Das mag plakativ und undifferenziert klingen, doch wer sich John Chesters Dokumentarfilm Unsere große kleine Farm ansieht, der mag es vielleicht gleich noch ein wenig plakativer, dem könnten plötzlich nicht nur Erinnerungen an Knut Hamsuns großen, so oft missverstandenen Roman »Segen der Erde« kommen – für den er 1920 mit dem Nobelpreis für Literatur ausgezeichnet wurde – dem könnten auch Erinnerungen an die Entstehungs- und Blütezeit der zweiten Umweltbewegung in den 1970er und 1980er Jahren kommen, der dürfte aber auch im nächsten Schritt sagen: warum nicht wieder, warum nicht jetzt erst recht?
Denn Chester erzählt seine Geschichte so einfach und selbstverständlich wie vor über 100 Jahren das auch Hamsun tat. Aber natürlich befinden wir uns nicht in Nordnorwegen, sondern in Los Angeles, wo der Dokumentarfilmer John Chester und seine Frau, die Foodbloggerin Molly, vor einem Dilemma stehen. Sie haben einen Hund aus dem Tierheim zu sich nach Hause geholt, doch der bellt so laut, dass die Nachbarn sich beschweren. Statt den Hund zurückzubringen, entscheidet sich das Paar 2010, einen ganz anderen Weg zu gehen.
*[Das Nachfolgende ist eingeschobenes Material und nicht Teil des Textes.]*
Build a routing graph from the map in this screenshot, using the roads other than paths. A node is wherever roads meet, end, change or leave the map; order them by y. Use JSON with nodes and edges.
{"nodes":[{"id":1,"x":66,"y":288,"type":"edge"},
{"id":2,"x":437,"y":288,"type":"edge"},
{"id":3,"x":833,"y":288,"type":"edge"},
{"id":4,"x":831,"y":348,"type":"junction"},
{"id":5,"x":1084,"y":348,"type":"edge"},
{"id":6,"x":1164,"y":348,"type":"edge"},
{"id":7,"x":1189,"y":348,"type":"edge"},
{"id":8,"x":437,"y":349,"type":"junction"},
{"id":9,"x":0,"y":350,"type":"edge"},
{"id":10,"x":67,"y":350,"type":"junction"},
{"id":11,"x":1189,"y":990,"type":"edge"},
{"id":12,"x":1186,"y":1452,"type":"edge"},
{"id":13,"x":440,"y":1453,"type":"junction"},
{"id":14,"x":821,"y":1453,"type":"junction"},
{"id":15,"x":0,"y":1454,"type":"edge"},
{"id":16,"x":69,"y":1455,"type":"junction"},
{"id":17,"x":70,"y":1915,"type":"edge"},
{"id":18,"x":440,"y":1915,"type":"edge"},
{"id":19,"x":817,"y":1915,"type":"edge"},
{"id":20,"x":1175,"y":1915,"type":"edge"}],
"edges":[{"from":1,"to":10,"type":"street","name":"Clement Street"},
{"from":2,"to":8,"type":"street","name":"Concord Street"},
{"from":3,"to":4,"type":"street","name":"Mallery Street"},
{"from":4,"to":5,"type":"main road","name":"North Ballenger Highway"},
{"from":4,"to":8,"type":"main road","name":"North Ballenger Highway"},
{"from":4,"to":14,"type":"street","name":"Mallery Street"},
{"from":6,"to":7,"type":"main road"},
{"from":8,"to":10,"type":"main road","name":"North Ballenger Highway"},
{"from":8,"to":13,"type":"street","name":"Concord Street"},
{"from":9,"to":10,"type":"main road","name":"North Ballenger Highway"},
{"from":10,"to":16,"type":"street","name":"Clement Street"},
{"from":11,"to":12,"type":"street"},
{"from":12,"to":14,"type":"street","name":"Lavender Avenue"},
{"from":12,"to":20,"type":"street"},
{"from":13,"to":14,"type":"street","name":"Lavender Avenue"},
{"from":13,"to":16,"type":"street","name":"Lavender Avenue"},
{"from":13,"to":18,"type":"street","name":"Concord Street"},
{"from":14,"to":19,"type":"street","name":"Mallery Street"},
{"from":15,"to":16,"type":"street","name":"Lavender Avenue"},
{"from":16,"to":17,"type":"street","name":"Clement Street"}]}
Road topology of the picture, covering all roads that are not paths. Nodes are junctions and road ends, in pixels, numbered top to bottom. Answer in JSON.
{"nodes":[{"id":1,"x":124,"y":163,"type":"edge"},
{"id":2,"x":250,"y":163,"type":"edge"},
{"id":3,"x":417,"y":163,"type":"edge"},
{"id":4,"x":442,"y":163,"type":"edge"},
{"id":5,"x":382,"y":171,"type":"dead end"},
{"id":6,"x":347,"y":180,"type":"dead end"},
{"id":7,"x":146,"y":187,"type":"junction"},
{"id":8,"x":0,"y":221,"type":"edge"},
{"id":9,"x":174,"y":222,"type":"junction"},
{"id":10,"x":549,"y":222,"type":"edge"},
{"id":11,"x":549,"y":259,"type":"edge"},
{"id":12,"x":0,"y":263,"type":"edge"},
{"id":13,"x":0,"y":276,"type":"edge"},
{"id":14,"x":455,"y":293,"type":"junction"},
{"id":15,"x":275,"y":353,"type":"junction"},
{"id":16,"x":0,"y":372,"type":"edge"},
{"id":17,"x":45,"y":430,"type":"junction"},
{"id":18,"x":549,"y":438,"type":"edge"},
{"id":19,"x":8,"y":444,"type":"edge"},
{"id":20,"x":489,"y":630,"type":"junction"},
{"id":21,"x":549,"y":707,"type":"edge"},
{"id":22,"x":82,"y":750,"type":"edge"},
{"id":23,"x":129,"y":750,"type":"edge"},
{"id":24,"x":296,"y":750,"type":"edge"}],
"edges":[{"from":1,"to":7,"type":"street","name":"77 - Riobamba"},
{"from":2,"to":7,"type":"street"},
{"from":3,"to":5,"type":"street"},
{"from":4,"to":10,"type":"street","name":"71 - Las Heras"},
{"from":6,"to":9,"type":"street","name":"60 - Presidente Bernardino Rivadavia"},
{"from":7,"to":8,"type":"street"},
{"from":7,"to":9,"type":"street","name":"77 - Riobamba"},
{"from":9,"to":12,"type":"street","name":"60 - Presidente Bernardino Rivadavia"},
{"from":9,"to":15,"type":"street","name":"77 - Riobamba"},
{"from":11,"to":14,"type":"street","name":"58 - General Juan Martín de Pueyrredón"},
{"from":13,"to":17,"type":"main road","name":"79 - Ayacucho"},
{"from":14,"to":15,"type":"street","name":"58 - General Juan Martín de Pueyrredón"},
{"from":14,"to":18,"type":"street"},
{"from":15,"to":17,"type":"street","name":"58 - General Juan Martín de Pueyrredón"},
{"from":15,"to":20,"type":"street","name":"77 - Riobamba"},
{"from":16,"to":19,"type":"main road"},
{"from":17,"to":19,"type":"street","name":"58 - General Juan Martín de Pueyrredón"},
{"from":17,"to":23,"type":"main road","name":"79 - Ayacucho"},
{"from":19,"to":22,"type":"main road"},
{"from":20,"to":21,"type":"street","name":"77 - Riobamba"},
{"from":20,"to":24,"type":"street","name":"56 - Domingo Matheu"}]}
Sie lassen sich beraten und entscheiden sich, ein durch jahrelange Monokulturen völlig ausgelaugtes Stück Land zu kaufen, mit dem Ziel, diese »verbrannte« Erde zu retten. Über Jahre sehen wir in filmischen Tagebuchsequenzen dem Paar bei den ersten Rückschlägen zu, die nicht die letzten sein werden, nehmen am Leben des Schweins Emma teil, und erfahren, welche Gefahr Vögel und Coyoten sein können. Doch vor allem lernen wir, dass jede Gefahr letzten Endes auch eine Chance bietet, dass es sich auszahlt, mit der Natur und nicht gegen die Natur zu arbeiten. Die Geduld und Kreativität, aber auch Verzweiflung, die das über die Jahre erfordert, werden von Chester nie beschönigt und dogmatisiert, sondern stets berauschend schöne gnadenlos nüchternen Momenten gegenübergestellt.
Wie in jedem guten »Hollywood«-Film gibt es natürlich auch in Chesters Film aus der Ländlichkeit von Los Angeles ein Happy End, aber selbst das ist in seiner Bescheidenheit sympathisch. Und mehr noch wirklich überraschend: denn über den gelungenen Aufbau einer ökologischen Farm am Ende Tränen vergießen zu können, sagt nicht nur etwas über Chesters Können als Dokumentarfilmer aus, sondern vielleicht noch mehr über unsere verzweifelte Sehnsucht nach einer besseren Welt.